“Several candidates have been discussed and they are yet to undergo the vetting process. I expect that I will be able to name as soon as Monday the specific candidate who will be proposed to the prime minister,” he told reporters.
Butkevičius said that he had discussed the candidates with Skvernelis in the morning.
The leader of the Lithuanian Social Democratic Party (LSDP) leader implied that the new candidate would not be a young politician.
Under the coalition deal between the LSDP and the Lithuanian Peasant and Green Union (LPGU), the party that won the October parliamentary elections, the Social Democrats have the right to propose a candidate to be the next justice minister.
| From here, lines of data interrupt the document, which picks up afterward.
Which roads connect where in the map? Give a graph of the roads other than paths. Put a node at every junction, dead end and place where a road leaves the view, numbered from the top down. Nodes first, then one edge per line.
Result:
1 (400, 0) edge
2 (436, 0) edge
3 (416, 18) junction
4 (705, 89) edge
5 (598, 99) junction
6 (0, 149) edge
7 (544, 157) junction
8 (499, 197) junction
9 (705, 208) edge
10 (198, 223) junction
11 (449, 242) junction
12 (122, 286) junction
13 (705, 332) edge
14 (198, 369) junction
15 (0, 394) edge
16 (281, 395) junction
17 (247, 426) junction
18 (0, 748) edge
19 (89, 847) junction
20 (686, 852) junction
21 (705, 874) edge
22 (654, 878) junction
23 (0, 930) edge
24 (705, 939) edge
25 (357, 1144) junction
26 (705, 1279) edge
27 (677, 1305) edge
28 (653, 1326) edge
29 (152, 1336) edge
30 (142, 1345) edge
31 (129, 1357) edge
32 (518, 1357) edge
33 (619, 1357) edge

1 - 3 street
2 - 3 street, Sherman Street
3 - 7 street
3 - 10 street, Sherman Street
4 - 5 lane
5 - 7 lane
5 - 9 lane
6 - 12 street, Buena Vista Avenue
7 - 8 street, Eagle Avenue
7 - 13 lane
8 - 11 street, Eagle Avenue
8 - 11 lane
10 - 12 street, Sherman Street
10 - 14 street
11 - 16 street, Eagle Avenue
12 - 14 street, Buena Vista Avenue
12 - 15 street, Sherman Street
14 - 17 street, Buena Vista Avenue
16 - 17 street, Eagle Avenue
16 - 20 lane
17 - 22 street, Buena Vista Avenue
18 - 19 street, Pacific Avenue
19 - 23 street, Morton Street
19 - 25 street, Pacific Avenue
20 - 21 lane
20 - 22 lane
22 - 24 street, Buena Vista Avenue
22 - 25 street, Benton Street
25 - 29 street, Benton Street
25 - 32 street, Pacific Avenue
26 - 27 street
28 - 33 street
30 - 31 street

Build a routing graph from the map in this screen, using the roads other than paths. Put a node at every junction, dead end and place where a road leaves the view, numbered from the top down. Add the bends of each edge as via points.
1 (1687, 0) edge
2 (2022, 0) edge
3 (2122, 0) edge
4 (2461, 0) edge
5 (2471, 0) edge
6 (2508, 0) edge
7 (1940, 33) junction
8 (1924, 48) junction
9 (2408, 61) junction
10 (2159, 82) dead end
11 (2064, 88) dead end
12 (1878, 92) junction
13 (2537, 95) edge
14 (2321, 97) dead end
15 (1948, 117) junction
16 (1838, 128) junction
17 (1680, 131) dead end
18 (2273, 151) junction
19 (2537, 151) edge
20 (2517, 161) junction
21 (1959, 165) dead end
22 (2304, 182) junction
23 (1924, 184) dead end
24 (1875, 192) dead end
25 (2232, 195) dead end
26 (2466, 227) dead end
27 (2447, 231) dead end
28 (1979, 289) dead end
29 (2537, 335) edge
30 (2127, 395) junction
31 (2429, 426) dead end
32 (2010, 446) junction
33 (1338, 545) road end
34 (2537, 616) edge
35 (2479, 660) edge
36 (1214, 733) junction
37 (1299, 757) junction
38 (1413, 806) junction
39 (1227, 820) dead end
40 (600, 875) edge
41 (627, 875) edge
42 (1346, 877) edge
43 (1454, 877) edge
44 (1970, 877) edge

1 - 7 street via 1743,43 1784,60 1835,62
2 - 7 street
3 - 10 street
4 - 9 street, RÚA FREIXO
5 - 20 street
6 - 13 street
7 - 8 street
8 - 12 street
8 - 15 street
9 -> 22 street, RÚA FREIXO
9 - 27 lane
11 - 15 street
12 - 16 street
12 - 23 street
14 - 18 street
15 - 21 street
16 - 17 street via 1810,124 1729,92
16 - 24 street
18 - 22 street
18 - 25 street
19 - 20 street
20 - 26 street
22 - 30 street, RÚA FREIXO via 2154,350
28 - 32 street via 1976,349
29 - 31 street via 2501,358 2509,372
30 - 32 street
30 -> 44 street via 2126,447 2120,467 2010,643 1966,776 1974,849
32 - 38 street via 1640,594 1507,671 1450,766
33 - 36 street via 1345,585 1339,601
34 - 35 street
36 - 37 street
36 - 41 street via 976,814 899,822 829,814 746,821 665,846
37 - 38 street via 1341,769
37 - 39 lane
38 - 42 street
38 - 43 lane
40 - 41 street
Julius Pagojus, who served as a deputy justice minister in the outgoing government, had been appointed justice minister earlier this week, but he stepped down on Wednesday amid criticism over last year’s incident in which he was caught by the police drunk-driving.
The Social Democrats had initially proposed Darius Petrošius for justice minister, but the former parliamentarian withdrew his candidacy after his suitability for the post was publicly questioned due to his family’s alleged links with Arunas Pukelis, a controversial businessman in Taurage, a town in western Lithuania.
The LSDP then decided to propose Julius Sabatauskas, chairman of the parliament’s Committee on Legal Affairs, for justice minister, but the Peasants and Greens did not back the 58-year-old Social Democrat for the post, saying that they “want people from the new, younger generation who are not related to certain politicking” in the new coalition government.